Extremely Compact Non-local Representation Learning
Ansheng You,Xiangzeng Zhou,Yingya Zhang,Pan Pan,Yinghui Xu
In contrast to regular convolutions with local receptive fields, non-local operations have widely proven an effective method for modeling long-range dependencies. Although lots of prior works have been proposed, prohibitive computation and GPU memory occupation are still the major concerns. Different from that carrying out non-local operations pixel-wise or channel-wise in a computation intensive way, we argue that we can achieve effective non-local operation using a more compact high-order statistic, which can be computed more efficiently and may convey some high-level information. In this paper, we propose an extremely compact non-local learning module (CoNL) with high-order reasoning based on a graph convolution as the core. In our CoNL, a global Hadamard pooling (GHP) as a non-local operation is used to extract a compact second-order feature vector from the input tensor.

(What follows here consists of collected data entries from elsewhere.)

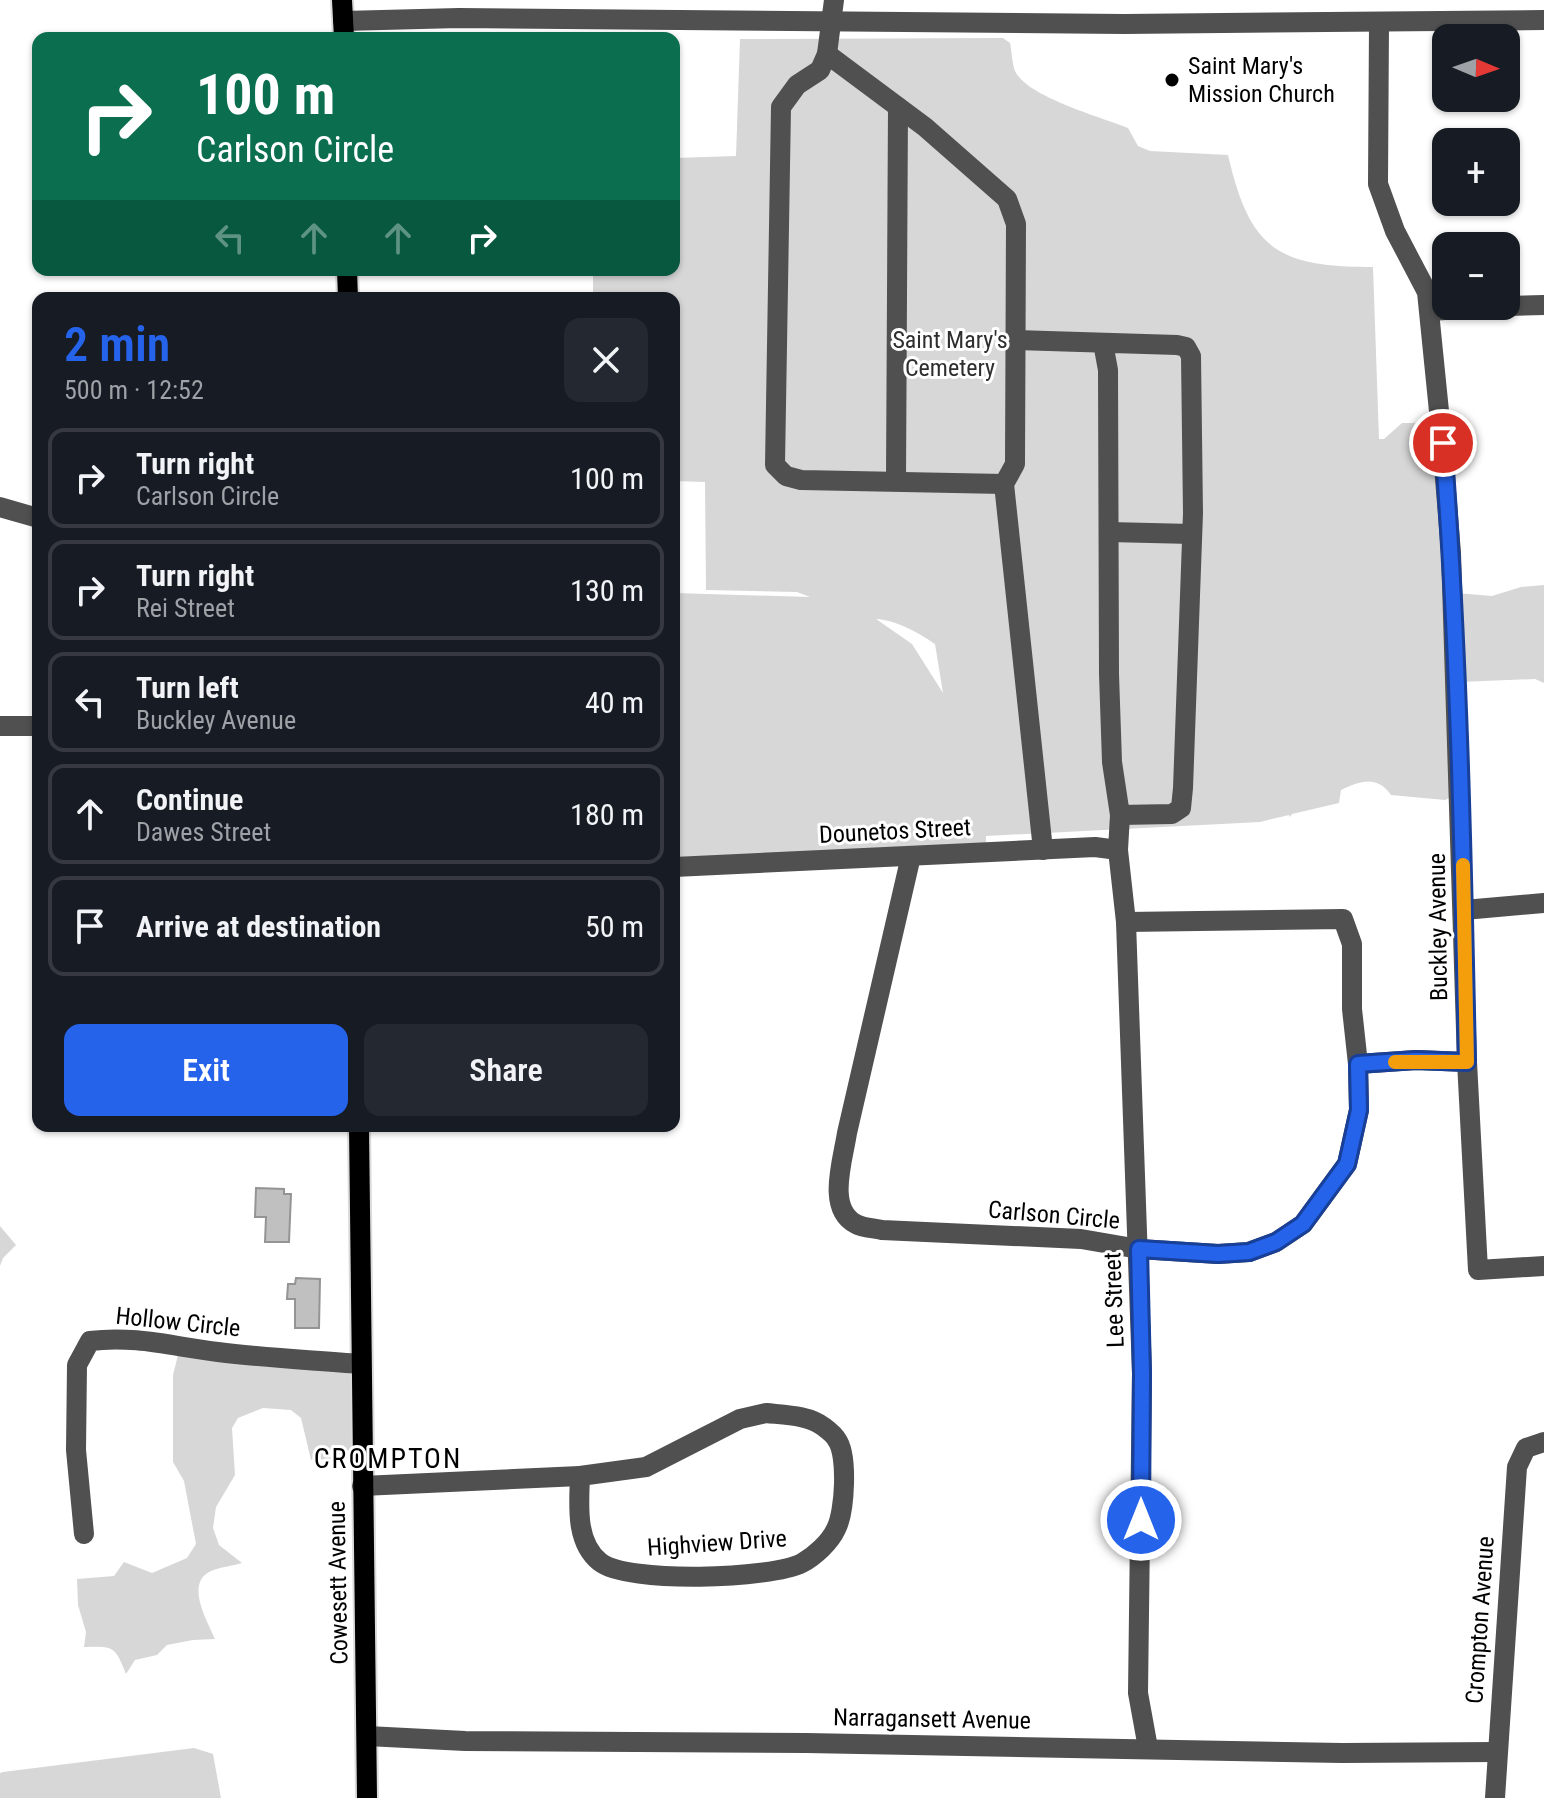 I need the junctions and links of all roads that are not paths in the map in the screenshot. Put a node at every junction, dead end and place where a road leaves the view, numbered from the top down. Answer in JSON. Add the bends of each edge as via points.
{"nodes":[{"id":1,"x":342,"y":0,"type":"edge"},
{"id":2,"x":834,"y":0,"type":"edge"},
{"id":3,"x":1411,"y":10,"type":"edge"},
{"id":4,"x":1544,"y":20,"type":"edge"},
{"id":5,"x":831,"y":21,"type":"junction"},
{"id":6,"x":1379,"y":23,"type":"junction"},
{"id":7,"x":343,"y":30,"type":"edge"},
{"id":8,"x":827,"y":54,"type":"junction"},
{"id":9,"x":898,"y":107,"type":"junction"},
{"id":10,"x":1544,"y":305,"type":"edge"},
{"id":11,"x":1520,"y":306,"type":"edge"},
{"id":12,"x":1430,"y":311,"type":"joint"},
{"id":13,"x":1015,"y":340,"type":"junction"},
{"id":14,"x":1103,"y":343,"type":"junction"},
{"id":15,"x":896,"y":480,"type":"junction"},
{"id":16,"x":1004,"y":484,"type":"junction"},
{"id":17,"x":0,"y":507,"type":"edge"},
{"id":18,"x":32,"y":516,"type":"edge"},
{"id":19,"x":1109,"y":532,"type":"junction"},
{"id":20,"x":1192,"y":534,"type":"junction"},
{"id":21,"x":0,"y":726,"type":"edge"},
{"id":22,"x":32,"y":726,"type":"edge"},
{"id":23,"x":1120,"y":815,"type":"junction"},
{"id":24,"x":1043,"y":850,"type":"junction"},
{"id":25,"x":1118,"y":850,"type":"junction"},
{"id":26,"x":911,"y":856,"type":"junction"},
{"id":27,"x":680,"y":867,"type":"edge"},
{"id":28,"x":1544,"y":903,"type":"edge"},
{"id":29,"x":1464,"y":910,"type":"junction"},
{"id":30,"x":1126,"y":922,"type":"junction"},
{"id":31,"x":1467,"y":1062,"type":"junction"},
{"id":32,"x":1358,"y":1064,"type":"junction"},
{"id":33,"x":359,"y":1132,"type":"edge"},
{"id":34,"x":1139,"y":1249,"type":"junction"},
{"id":35,"x":1544,"y":1266,"type":"edge"},
{"id":36,"x":360,"y":1364,"type":"junction"},
{"id":37,"x":1535,"y":1445,"type":"edge"},
{"id":38,"x":580,"y":1476,"type":"junction"},
{"id":39,"x":362,"y":1486,"type":"junction"},
{"id":40,"x":84,"y":1534,"type":"dead end"},
{"id":41,"x":367,"y":1736,"type":"junction"},
{"id":42,"x":1148,"y":1748,"type":"junction"},
{"id":43,"x":1497,"y":1752,"type":"junction"},
{"id":44,"x":367,"y":1798,"type":"edge"},
{"id":45,"x":1495,"y":1798,"type":"edge"}],
"edges":[{"from":1,"to":7,"type":"main road"},
{"from":2,"to":5,"type":"street"},
{"from":3,"to":4,"type":"street"},
{"from":3,"to":6,"type":"street"},
{"from":5,"to":6,"type":"street"},
{"from":5,"to":7,"type":"street","via":[[459,18]]},
{"from":5,"to":8,"type":"street"},
{"from":6,"to":12,"type":"street","name":"Buckley Avenue","via":[[1378,184],[1427,292]]},
{"from":8,"to":9,"type":"street"},
{"from":8,"to":15,"type":"street","via":[[820,70],[797,85],[781,107],[775,465],[786,476],[801,480]]},
{"from":9,"to":13,"type":"street","via":[[1007,199],[1016,224]]},
{"from":9,"to":15,"type":"street"},
{"from":10,"to":11,"type":"street"},
{"from":12,"to":29,"type":"street","name":"Buckley Avenue","via":[[1452,583]]},
{"from":13,"to":14,"type":"street"},
{"from":13,"to":16,"type":"street","via":[[1015,464]]},
{"from":14,"to":19,"type":"street","name":"Lee Street","via":[[1108,370]]},
{"from":14,"to":20,"type":"street","via":[[1177,345],[1191,356]]},
{"from":15,"to":16,"type":"street"},
{"from":16,"to":24,"type":"street"},
{"from":17,"to":18,"type":"street"},
{"from":19,"to":20,"type":"street"},
{"from":19,"to":23,"type":"street","name":"Lee Street","via":[[1111,733]]},
{"from":20,"to":23,"type":"street","via":[[1181,808],[1172,814]]},
{"from":21,"to":22,"type":"street"},
{"from":23,"to":25,"type":"street","name":"Lee Street"},
{"from":24,"to":25,"type":"street","name":"Dounetos Street"},
{"from":24,"to":26,"type":"street","name":"Dounetos Street"},
{"from":25,"to":30,"type":"street","name":"Lee Street"},
{"from":26,"to":27,"type":"street","name":"Dounetos Street"},
{"from":26,"to":34,"type":"street","name":"Carlson Circle","via":[[847,1133],[841,1212],[856,1224],[882,1230],[1081,1239]]},
{"from":28,"to":29,"type":"street"},
{"from":29,"to":31,"type":"street","name":"Buckley Avenue"},
{"from":30,"to":32,"type":"street","name":"Carlson Circle","via":[[1343,919],[1352,944]]},
{"from":30,"to":34,"type":"street","name":"Lee Street"},
{"from":31,"to":32,"type":"street"},
{"from":31,"to":35,"type":"street","name":"Buckley Avenue","via":[[1478,1270]]},
{"from":32,"to":34,"type":"street","name":"Carlson Circle","via":[[1359,1110],[1347,1164],[1303,1224],[1249,1252]]},
{"from":33,"to":36,"type":"main road","name":"Cowesett Avenue"},
{"from":34,"to":42,"type":"street","name":"Lee Street","via":[[1138,1693]]},
{"from":36,"to":39,"type":"main road","name":"Cowesett Avenue"},
{"from":36,"to":40,"type":"street","name":"Hollow Circle","via":[[218,1352],[148,1340],[90,1341],[77,1365],[76,1450]]},
{"from":37,"to":43,"type":"street","name":"Crompton Avenue","via":[[1517,1467]]},
{"from":38,"to":38,"type":"street","name":"Highview Drive","via":[[646,1467],[740,1419],[766,1413],[823,1425],[839,1441],[844,1465],[837,1528],[802,1563],[773,1571],[694,1576],[618,1572],[598,1561],[578,1518]]},
{"from":38,"to":39,"type":"street","name":"Highview Drive"},
{"from":39,"to":41,"type":"main road","name":"Cowesett Avenue"},
{"from":41,"to":42,"type":"street","name":"Narragansett Avenue"},
{"from":41,"to":44,"type":"main road","name":"Cowesett Avenue"},
{"from":42,"to":43,"type":"street","name":"Narragansett Avenue"},
{"from":43,"to":45,"type":"street","name":"Crompton Avenue"}]}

With the help of a light-weight graph convolution network (GCN), this high-order compact vector is further refined with high-level reasoning. After the GCN refinement, the compact high-order vector intuitively indicates some global semantic characteristics, and is eventually applied to enhance the input tensor through a channel scaling operation. The CoNL module is designed easily pluggable to upgrade existing networks. Extensive experiments on a wide range of tasks demonstrate the effectiveness and efficiency of our work. The proposed CoNL can achieve comparable or superior performance over previous state-of-the-art baselines on video recognition, semantic segmentation, object detection and instance segmentation tasks. For a 96 x 96 x 2048 input, our block consumes 13.6 x less in computational cost than non-local block while 7.6 x smaller in GPU memory occupation.